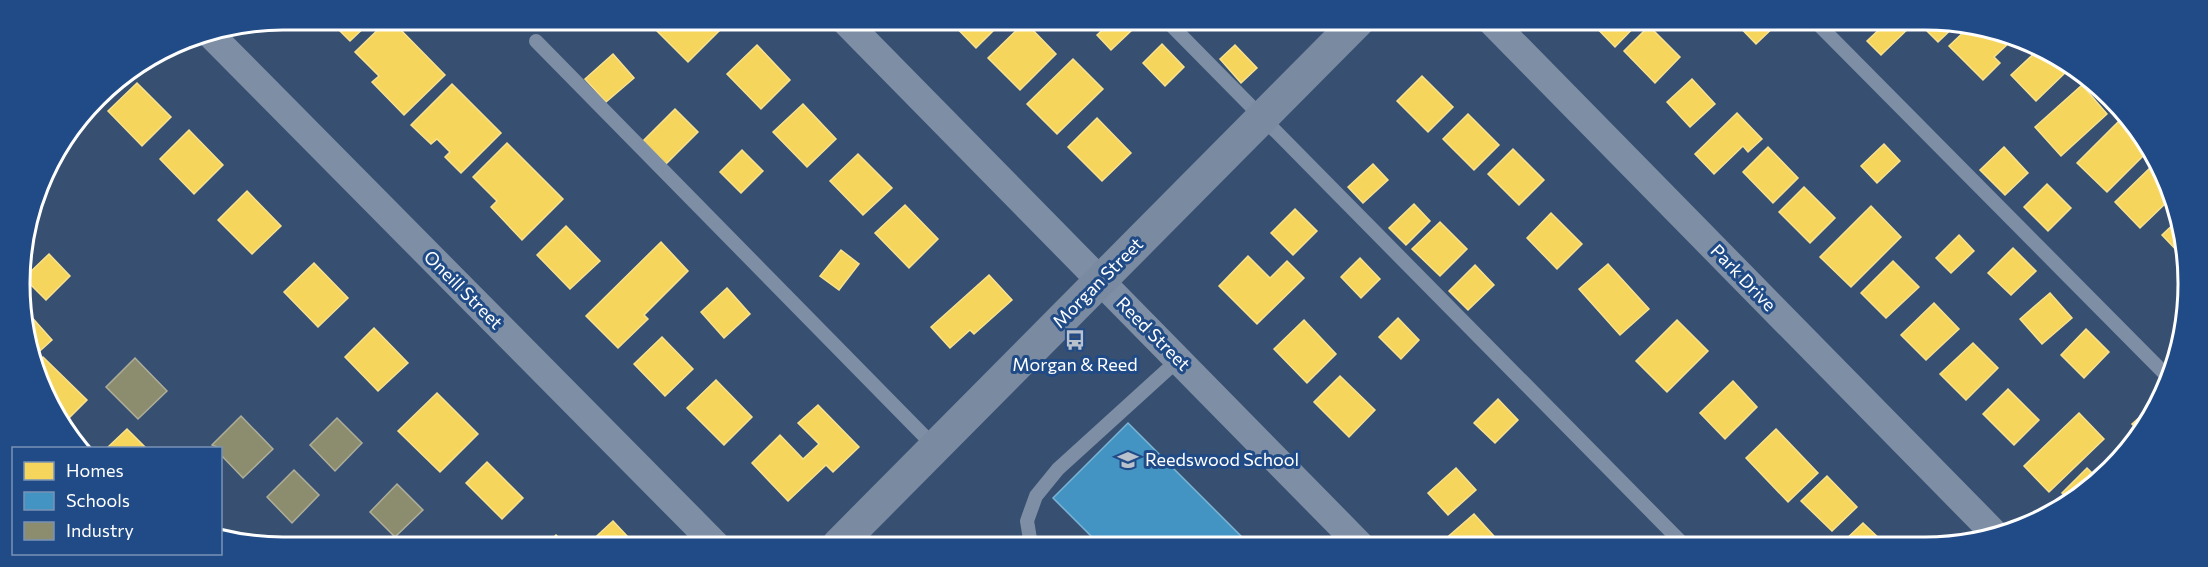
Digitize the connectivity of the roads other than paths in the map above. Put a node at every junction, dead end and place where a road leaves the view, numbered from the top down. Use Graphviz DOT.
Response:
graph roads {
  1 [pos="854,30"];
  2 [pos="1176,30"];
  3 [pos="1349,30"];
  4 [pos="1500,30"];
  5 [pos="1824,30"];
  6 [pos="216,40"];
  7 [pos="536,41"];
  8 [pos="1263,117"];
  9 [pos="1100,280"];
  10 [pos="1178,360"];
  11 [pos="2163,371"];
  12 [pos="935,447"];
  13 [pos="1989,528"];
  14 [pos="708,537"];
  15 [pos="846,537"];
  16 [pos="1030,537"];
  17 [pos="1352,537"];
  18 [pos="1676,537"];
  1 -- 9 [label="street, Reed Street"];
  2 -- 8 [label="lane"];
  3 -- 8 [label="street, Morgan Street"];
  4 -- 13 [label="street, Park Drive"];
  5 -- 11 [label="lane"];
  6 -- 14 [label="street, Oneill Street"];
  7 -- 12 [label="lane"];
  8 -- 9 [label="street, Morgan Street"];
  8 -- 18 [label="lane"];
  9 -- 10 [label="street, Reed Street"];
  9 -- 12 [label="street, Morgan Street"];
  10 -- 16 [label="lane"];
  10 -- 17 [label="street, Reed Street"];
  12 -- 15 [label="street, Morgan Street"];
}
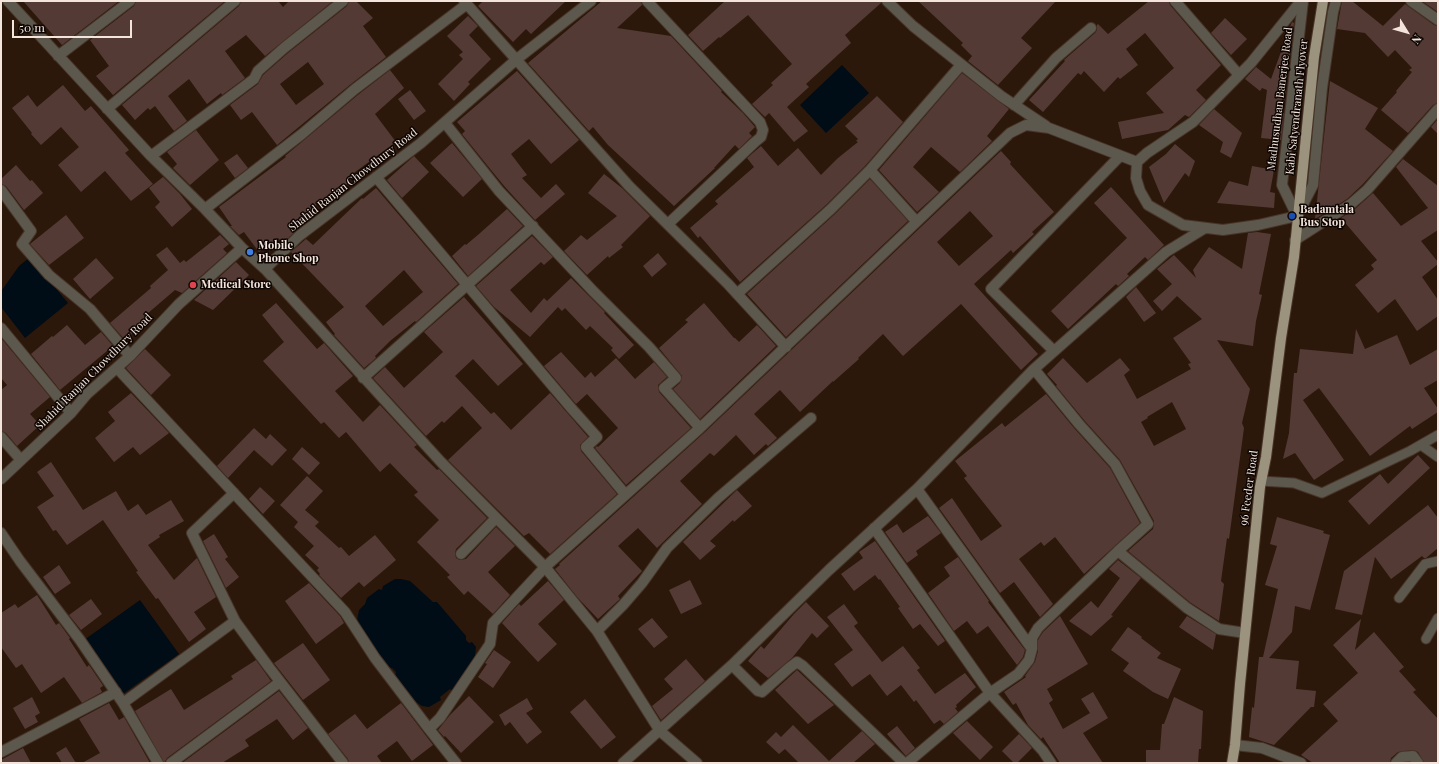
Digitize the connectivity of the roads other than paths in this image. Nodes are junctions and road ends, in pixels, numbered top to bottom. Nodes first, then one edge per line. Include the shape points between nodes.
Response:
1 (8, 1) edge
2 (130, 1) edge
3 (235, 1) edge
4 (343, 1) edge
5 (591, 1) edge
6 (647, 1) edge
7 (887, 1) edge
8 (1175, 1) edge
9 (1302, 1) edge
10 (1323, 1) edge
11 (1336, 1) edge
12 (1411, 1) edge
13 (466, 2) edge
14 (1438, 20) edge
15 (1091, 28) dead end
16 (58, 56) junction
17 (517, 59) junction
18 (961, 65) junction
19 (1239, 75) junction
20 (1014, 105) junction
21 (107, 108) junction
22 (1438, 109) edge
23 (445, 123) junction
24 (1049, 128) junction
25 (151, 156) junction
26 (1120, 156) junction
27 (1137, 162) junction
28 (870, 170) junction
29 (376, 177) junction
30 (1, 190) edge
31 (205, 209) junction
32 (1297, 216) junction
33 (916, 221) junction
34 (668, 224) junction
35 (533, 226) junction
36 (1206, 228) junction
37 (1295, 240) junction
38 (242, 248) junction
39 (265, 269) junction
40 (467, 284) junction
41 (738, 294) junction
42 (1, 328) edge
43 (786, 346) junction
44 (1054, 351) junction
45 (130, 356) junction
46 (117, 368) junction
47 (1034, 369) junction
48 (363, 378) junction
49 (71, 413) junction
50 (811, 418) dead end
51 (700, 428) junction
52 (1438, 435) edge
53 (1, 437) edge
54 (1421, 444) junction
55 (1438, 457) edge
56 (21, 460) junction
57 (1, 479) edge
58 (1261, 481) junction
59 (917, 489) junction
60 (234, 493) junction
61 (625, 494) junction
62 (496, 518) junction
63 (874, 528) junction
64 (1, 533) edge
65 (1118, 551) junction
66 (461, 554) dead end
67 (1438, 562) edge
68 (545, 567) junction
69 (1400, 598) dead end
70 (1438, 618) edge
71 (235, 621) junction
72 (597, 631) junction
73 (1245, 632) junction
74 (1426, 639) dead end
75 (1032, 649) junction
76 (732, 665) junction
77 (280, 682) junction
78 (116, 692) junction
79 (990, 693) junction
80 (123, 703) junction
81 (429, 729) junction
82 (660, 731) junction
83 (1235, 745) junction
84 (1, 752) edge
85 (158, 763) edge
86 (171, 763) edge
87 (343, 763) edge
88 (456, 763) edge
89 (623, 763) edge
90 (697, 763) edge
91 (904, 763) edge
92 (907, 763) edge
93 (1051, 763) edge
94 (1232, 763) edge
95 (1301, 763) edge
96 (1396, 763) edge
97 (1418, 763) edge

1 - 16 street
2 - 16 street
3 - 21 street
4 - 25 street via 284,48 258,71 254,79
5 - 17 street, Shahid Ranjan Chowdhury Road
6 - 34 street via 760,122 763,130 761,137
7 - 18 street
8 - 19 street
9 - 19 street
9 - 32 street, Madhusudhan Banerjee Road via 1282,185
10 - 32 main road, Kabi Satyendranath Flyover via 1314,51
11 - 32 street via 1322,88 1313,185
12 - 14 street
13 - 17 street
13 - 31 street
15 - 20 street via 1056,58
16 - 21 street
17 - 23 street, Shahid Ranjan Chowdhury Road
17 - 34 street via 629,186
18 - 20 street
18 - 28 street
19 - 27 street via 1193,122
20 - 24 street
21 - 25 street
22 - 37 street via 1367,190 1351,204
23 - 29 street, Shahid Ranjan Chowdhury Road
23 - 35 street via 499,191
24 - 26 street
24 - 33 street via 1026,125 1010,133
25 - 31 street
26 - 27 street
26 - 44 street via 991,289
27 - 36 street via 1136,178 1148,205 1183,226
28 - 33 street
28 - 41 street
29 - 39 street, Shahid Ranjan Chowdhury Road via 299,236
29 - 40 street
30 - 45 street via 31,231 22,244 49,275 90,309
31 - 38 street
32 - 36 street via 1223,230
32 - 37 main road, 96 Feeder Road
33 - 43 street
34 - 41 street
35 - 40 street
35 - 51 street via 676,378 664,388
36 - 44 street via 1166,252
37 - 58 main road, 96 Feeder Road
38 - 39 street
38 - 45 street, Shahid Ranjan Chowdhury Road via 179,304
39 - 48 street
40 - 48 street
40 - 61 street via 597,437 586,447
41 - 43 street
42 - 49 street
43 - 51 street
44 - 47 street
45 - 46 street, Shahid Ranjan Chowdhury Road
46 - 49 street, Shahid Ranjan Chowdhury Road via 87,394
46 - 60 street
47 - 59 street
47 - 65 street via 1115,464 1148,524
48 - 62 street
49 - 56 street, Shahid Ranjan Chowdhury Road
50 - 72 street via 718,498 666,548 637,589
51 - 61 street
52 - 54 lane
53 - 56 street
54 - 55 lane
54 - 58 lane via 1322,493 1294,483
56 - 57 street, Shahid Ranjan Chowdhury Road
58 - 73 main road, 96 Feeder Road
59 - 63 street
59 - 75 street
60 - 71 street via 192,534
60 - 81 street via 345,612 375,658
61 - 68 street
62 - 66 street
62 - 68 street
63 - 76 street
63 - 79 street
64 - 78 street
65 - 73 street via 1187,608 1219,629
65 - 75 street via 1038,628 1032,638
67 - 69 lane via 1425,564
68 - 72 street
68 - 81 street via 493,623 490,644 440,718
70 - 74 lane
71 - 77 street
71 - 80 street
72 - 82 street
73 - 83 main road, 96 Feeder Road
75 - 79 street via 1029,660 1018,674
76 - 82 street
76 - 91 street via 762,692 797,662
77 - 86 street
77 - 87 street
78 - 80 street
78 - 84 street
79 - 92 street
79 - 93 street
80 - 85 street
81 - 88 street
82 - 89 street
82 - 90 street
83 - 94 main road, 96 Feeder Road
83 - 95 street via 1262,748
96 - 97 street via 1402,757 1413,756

## Exercise directions
Copy out every line of the data above, taking care to leave the pictures out.

## Solution
Digitize the connectivity of the roads other than paths in the map above. Put a node at every junction, dead end and place where a road leaves the view, numbered from the top down. Use Graphviz DOT.
Response:
graph roads {
  1 [pos="854,30"];
  2 [pos="1176,30"];
  3 [pos="1349,30"];
  4 [pos="1500,30"];
  5 [pos="1824,30"];
  6 [pos="216,40"];
  7 [pos="536,41"];
  8 [pos="1263,117"];
  9 [pos="1100,280"];
  10 [pos="1178,360"];
  11 [pos="2163,371"];
  12 [pos="935,447"];
  13 [pos="1989,528"];
  14 [pos="708,537"];
  15 [pos="846,537"];
  16 [pos="1030,537"];
  17 [pos="1352,537"];
  18 [pos="1676,537"];
  1 -- 9 [label="street, Reed Street"];
  2 -- 8 [label="lane"];
  3 -- 8 [label="street, Morgan Street"];
  4 -- 13 [label="street, Park Drive"];
  5 -- 11 [label="lane"];
  6 -- 14 [label="street, Oneill Street"];
  7 -- 12 [label="lane"];
  8 -- 9 [label="street, Morgan Street"];
  8 -- 18 [label="lane"];
  9 -- 10 [label="street, Reed Street"];
  9 -- 12 [label="street, Morgan Street"];
  10 -- 16 [label="lane"];
  10 -- 17 [label="street, Reed Street"];
  12 -- 15 [label="street, Morgan Street"];
}
Digitize the connectivity of the roads other than paths in this image. Nodes are junctions and road ends, in pixels, numbered top to bottom. Nodes first, then one edge per line. Include the shape points between nodes.
Response:
1 (8, 1) edge
2 (130, 1) edge
3 (235, 1) edge
4 (343, 1) edge
5 (591, 1) edge
6 (647, 1) edge
7 (887, 1) edge
8 (1175, 1) edge
9 (1302, 1) edge
10 (1323, 1) edge
11 (1336, 1) edge
12 (1411, 1) edge
13 (466, 2) edge
14 (1438, 20) edge
15 (1091, 28) dead end
16 (58, 56) junction
17 (517, 59) junction
18 (961, 65) junction
19 (1239, 75) junction
20 (1014, 105) junction
21 (107, 108) junction
22 (1438, 109) edge
23 (445, 123) junction
24 (1049, 128) junction
25 (151, 156) junction
26 (1120, 156) junction
27 (1137, 162) junction
28 (870, 170) junction
29 (376, 177) junction
30 (1, 190) edge
31 (205, 209) junction
32 (1297, 216) junction
33 (916, 221) junction
34 (668, 224) junction
35 (533, 226) junction
36 (1206, 228) junction
37 (1295, 240) junction
38 (242, 248) junction
39 (265, 269) junction
40 (467, 284) junction
41 (738, 294) junction
42 (1, 328) edge
43 (786, 346) junction
44 (1054, 351) junction
45 (130, 356) junction
46 (117, 368) junction
47 (1034, 369) junction
48 (363, 378) junction
49 (71, 413) junction
50 (811, 418) dead end
51 (700, 428) junction
52 (1438, 435) edge
53 (1, 437) edge
54 (1421, 444) junction
55 (1438, 457) edge
56 (21, 460) junction
57 (1, 479) edge
58 (1261, 481) junction
59 (917, 489) junction
60 (234, 493) junction
61 (625, 494) junction
62 (496, 518) junction
63 (874, 528) junction
64 (1, 533) edge
65 (1118, 551) junction
66 (461, 554) dead end
67 (1438, 562) edge
68 (545, 567) junction
69 (1400, 598) dead end
70 (1438, 618) edge
71 (235, 621) junction
72 (597, 631) junction
73 (1245, 632) junction
74 (1426, 639) dead end
75 (1032, 649) junction
76 (732, 665) junction
77 (280, 682) junction
78 (116, 692) junction
79 (990, 693) junction
80 (123, 703) junction
81 (429, 729) junction
82 (660, 731) junction
83 (1235, 745) junction
84 (1, 752) edge
85 (158, 763) edge
86 (171, 763) edge
87 (343, 763) edge
88 (456, 763) edge
89 (623, 763) edge
90 (697, 763) edge
91 (904, 763) edge
92 (907, 763) edge
93 (1051, 763) edge
94 (1232, 763) edge
95 (1301, 763) edge
96 (1396, 763) edge
97 (1418, 763) edge

1 - 16 street
2 - 16 street
3 - 21 street
4 - 25 street via 284,48 258,71 254,79
5 - 17 street, Shahid Ranjan Chowdhury Road
6 - 34 street via 760,122 763,130 761,137
7 - 18 street
8 - 19 street
9 - 19 street
9 - 32 street, Madhusudhan Banerjee Road via 1282,185
10 - 32 main road, Kabi Satyendranath Flyover via 1314,51
11 - 32 street via 1322,88 1313,185
12 - 14 street
13 - 17 street
13 - 31 street
15 - 20 street via 1056,58
16 - 21 street
17 - 23 street, Shahid Ranjan Chowdhury Road
17 - 34 street via 629,186
18 - 20 street
18 - 28 street
19 - 27 street via 1193,122
20 - 24 street
21 - 25 street
22 - 37 street via 1367,190 1351,204
23 - 29 street, Shahid Ranjan Chowdhury Road
23 - 35 street via 499,191
24 - 26 street
24 - 33 street via 1026,125 1010,133
25 - 31 street
26 - 27 street
26 - 44 street via 991,289
27 - 36 street via 1136,178 1148,205 1183,226
28 - 33 street
28 - 41 street
29 - 39 street, Shahid Ranjan Chowdhury Road via 299,236
29 - 40 street
30 - 45 street via 31,231 22,244 49,275 90,309
31 - 38 street
32 - 36 street via 1223,230
32 - 37 main road, 96 Feeder Road
33 - 43 street
34 - 41 street
35 - 40 street
35 - 51 street via 676,378 664,388
36 - 44 street via 1166,252
37 - 58 main road, 96 Feeder Road
38 - 39 street
38 - 45 street, Shahid Ranjan Chowdhury Road via 179,304
39 - 48 street
40 - 48 street
40 - 61 street via 597,437 586,447
41 - 43 street
42 - 49 street
43 - 51 street
44 - 47 street
45 - 46 street, Shahid Ranjan Chowdhury Road
46 - 49 street, Shahid Ranjan Chowdhury Road via 87,394
46 - 60 street
47 - 59 street
47 - 65 street via 1115,464 1148,524
48 - 62 street
49 - 56 street, Shahid Ranjan Chowdhury Road
50 - 72 street via 718,498 666,548 637,589
51 - 61 street
52 - 54 lane
53 - 56 street
54 - 55 lane
54 - 58 lane via 1322,493 1294,483
56 - 57 street, Shahid Ranjan Chowdhury Road
58 - 73 main road, 96 Feeder Road
59 - 63 street
59 - 75 street
60 - 71 street via 192,534
60 - 81 street via 345,612 375,658
61 - 68 street
62 - 66 street
62 - 68 street
63 - 76 street
63 - 79 street
64 - 78 street
65 - 73 street via 1187,608 1219,629
65 - 75 street via 1038,628 1032,638
67 - 69 lane via 1425,564
68 - 72 street
68 - 81 street via 493,623 490,644 440,718
70 - 74 lane
71 - 77 street
71 - 80 street
72 - 82 street
73 - 83 main road, 96 Feeder Road
75 - 79 street via 1029,660 1018,674
76 - 82 street
76 - 91 street via 762,692 797,662
77 - 86 street
77 - 87 street
78 - 80 street
78 - 84 street
79 - 92 street
79 - 93 street
80 - 85 street
81 - 88 street
82 - 89 street
82 - 90 street
83 - 94 main road, 96 Feeder Road
83 - 95 street via 1262,748
96 - 97 street via 1402,757 1413,756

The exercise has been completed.